After their arrest, some of them also face deportation to the countries from which they escaped. In 2015, Thailand was internationally criticised for deporting more than 100 Uygurs back to China. In October, authorities arrested more than 70 Pakistani Christians who were also escaping religious persecution and announced that they would be deported.

Today, Fatima barely dares to leave her flat on the outskirts of Bangkok for fear of being arrested. “I have been here for years and I have never been arrested because I take my precautions,” she said. “But the situation has never been this bad since I’ve been here.”

Jones agrees, adding the situation for urban refugees in Bangkok is worse than it has been for a very long time. “With immigration raids conducted on an almost daily basis, many refugees are fearful of leaving their houses to go to school or work.”

Without being able to leave the house, Fatima and her husband cannot even do the odd jobs that have been feeding them and their three children.

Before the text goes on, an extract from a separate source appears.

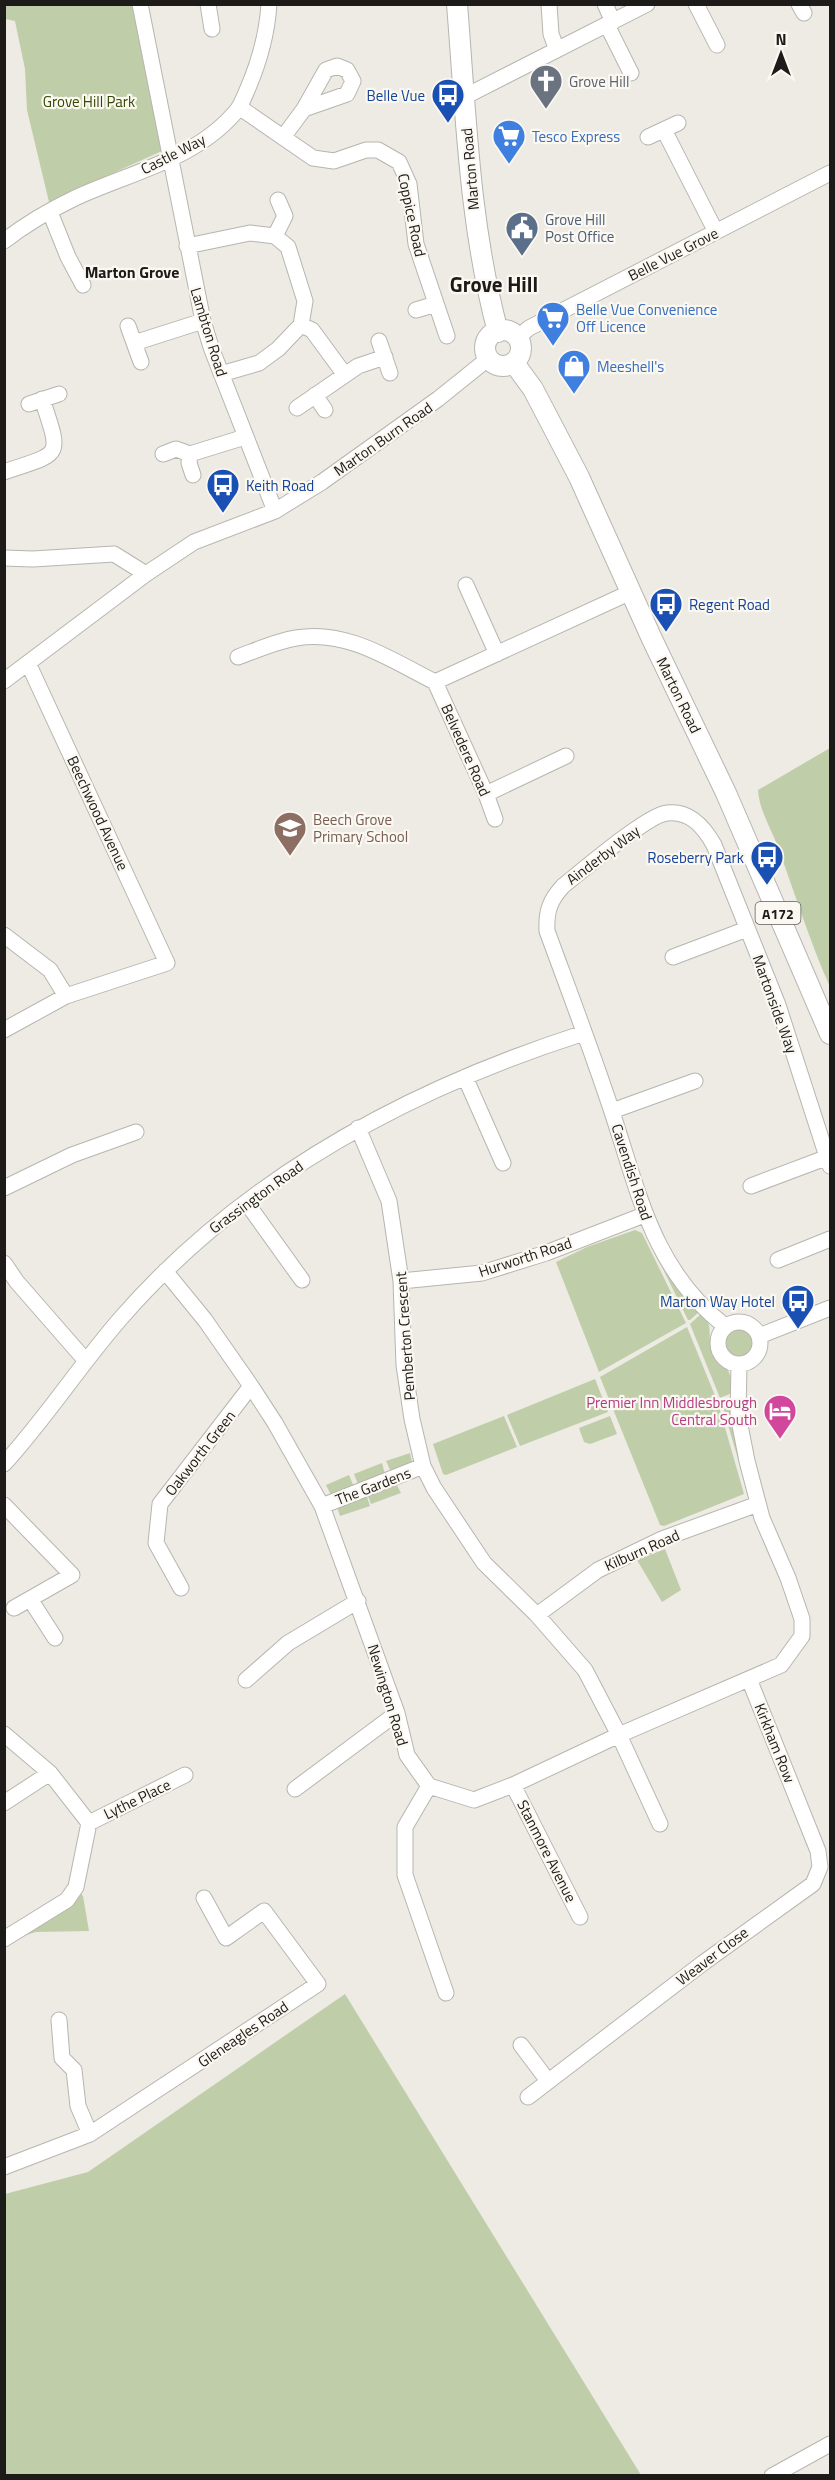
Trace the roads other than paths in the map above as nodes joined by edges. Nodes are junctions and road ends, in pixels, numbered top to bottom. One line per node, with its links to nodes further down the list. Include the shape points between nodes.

However, Fatima’s main fear is being sent to an immigration detention centre, which are infamous for their overcrowded, poor conditions.

“Life in the detention centre is awful. There are hundreds of people in one small room. They cannot even lie down to sleep,” says Fatima’s husband, whose brother is being held at the Suan Phlu Immigration Detention Centre in Bangkok. “They also have to pay for everything, including food, and prices are very expensive.”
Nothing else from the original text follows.